Copy out every record that follows, word for word.

(Stored data)
BEGIN

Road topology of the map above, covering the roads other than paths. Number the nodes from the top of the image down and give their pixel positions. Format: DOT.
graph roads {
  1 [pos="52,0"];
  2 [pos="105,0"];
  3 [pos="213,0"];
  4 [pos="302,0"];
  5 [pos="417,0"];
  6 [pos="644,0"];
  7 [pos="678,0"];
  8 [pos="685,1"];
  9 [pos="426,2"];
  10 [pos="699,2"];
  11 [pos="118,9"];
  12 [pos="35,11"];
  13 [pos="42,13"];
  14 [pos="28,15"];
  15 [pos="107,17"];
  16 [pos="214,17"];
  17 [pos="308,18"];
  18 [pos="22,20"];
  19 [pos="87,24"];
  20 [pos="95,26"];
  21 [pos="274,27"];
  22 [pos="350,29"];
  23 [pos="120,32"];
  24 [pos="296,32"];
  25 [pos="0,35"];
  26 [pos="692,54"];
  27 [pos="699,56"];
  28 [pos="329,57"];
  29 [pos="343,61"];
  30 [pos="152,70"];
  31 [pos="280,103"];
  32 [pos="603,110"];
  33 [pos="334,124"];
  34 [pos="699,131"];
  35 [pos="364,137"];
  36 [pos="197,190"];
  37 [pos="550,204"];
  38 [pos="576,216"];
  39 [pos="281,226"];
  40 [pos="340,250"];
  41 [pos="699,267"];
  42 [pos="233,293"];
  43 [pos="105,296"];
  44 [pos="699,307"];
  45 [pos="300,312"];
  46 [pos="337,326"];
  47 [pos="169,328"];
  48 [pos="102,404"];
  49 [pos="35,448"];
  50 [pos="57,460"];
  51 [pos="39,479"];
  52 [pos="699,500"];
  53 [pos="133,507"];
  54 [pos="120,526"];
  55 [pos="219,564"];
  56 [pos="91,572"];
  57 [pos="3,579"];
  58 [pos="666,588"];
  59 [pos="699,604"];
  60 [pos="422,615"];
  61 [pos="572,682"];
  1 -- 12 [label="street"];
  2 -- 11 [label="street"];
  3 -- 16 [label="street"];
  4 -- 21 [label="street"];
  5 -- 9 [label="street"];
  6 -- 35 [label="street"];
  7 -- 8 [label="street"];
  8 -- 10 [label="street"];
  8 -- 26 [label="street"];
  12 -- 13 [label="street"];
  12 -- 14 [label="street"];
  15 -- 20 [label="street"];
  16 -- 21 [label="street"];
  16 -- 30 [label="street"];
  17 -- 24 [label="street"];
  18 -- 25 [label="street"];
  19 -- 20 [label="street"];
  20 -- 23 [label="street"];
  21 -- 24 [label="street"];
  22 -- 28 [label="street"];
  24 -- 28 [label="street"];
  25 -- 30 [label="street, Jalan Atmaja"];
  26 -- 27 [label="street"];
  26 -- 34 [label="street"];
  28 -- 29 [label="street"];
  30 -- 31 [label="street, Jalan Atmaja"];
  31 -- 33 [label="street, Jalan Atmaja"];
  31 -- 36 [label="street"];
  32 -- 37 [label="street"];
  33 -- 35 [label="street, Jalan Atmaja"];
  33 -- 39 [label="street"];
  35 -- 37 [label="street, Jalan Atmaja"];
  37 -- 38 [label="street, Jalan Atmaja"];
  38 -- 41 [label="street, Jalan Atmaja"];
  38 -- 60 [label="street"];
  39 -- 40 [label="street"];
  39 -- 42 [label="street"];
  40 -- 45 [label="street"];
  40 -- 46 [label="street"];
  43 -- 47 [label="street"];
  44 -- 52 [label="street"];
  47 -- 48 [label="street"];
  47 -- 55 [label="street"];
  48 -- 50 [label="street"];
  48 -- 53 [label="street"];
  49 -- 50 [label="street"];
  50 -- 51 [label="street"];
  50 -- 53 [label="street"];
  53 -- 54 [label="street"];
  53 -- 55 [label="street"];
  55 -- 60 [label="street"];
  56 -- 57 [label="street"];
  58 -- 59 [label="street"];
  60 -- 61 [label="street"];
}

END

◆ **RESULT FOR THIS TASK**:
Road topology of the map above, covering the roads other than paths. Number the nodes from the top of the image down and give their pixel positions. Format: DOT.
graph roads {
  1 [pos="52,0"];
  2 [pos="105,0"];
  3 [pos="213,0"];
  4 [pos="302,0"];
  5 [pos="417,0"];
  6 [pos="644,0"];
  7 [pos="678,0"];
  8 [pos="685,1"];
  9 [pos="426,2"];
  10 [pos="699,2"];
  11 [pos="118,9"];
  12 [pos="35,11"];
  13 [pos="42,13"];
  14 [pos="28,15"];
  15 [pos="107,17"];
  16 [pos="214,17"];
  17 [pos="308,18"];
  18 [pos="22,20"];
  19 [pos="87,24"];
  20 [pos="95,26"];
  21 [pos="274,27"];
  22 [pos="350,29"];
  23 [pos="120,32"];
  24 [pos="296,32"];
  25 [pos="0,35"];
  26 [pos="692,54"];
  27 [pos="699,56"];
  28 [pos="329,57"];
  29 [pos="343,61"];
  30 [pos="152,70"];
  31 [pos="280,103"];
  32 [pos="603,110"];
  33 [pos="334,124"];
  34 [pos="699,131"];
  35 [pos="364,137"];
  36 [pos="197,190"];
  37 [pos="550,204"];
  38 [pos="576,216"];
  39 [pos="281,226"];
  40 [pos="340,250"];
  41 [pos="699,267"];
  42 [pos="233,293"];
  43 [pos="105,296"];
  44 [pos="699,307"];
  45 [pos="300,312"];
  46 [pos="337,326"];
  47 [pos="169,328"];
  48 [pos="102,404"];
  49 [pos="35,448"];
  50 [pos="57,460"];
  51 [pos="39,479"];
  52 [pos="699,500"];
  53 [pos="133,507"];
  54 [pos="120,526"];
  55 [pos="219,564"];
  56 [pos="91,572"];
  57 [pos="3,579"];
  58 [pos="666,588"];
  59 [pos="699,604"];
  60 [pos="422,615"];
  61 [pos="572,682"];
  1 -- 12 [label="street"];
  2 -- 11 [label="street"];
  3 -- 16 [label="street"];
  4 -- 21 [label="street"];
  5 -- 9 [label="street"];
  6 -- 35 [label="street"];
  7 -- 8 [label="street"];
  8 -- 10 [label="street"];
  8 -- 26 [label="street"];
  12 -- 13 [label="street"];
  12 -- 14 [label="street"];
  15 -- 20 [label="street"];
  16 -- 21 [label="street"];
  16 -- 30 [label="street"];
  17 -- 24 [label="street"];
  18 -- 25 [label="street"];
  19 -- 20 [label="street"];
  20 -- 23 [label="street"];
  21 -- 24 [label="street"];
  22 -- 28 [label="street"];
  24 -- 28 [label="street"];
  25 -- 30 [label="street, Jalan Atmaja"];
  26 -- 27 [label="street"];
  26 -- 34 [label="street"];
  28 -- 29 [label="street"];
  30 -- 31 [label="street, Jalan Atmaja"];
  31 -- 33 [label="street, Jalan Atmaja"];
  31 -- 36 [label="street"];
  32 -- 37 [label="street"];
  33 -- 35 [label="street, Jalan Atmaja"];
  33 -- 39 [label="street"];
  35 -- 37 [label="street, Jalan Atmaja"];
  37 -- 38 [label="street, Jalan Atmaja"];
  38 -- 41 [label="street, Jalan Atmaja"];
  38 -- 60 [label="street"];
  39 -- 40 [label="street"];
  39 -- 42 [label="street"];
  40 -- 45 [label="street"];
  40 -- 46 [label="street"];
  43 -- 47 [label="street"];
  44 -- 52 [label="street"];
  47 -- 48 [label="street"];
  47 -- 55 [label="street"];
  48 -- 50 [label="street"];
  48 -- 53 [label="street"];
  49 -- 50 [label="street"];
  50 -- 51 [label="street"];
  50 -- 53 [label="street"];
  53 -- 54 [label="street"];
  53 -- 55 [label="street"];
  55 -- 60 [label="street"];
  56 -- 57 [label="street"];
  58 -- 59 [label="street"];
  60 -- 61 [label="street"];
}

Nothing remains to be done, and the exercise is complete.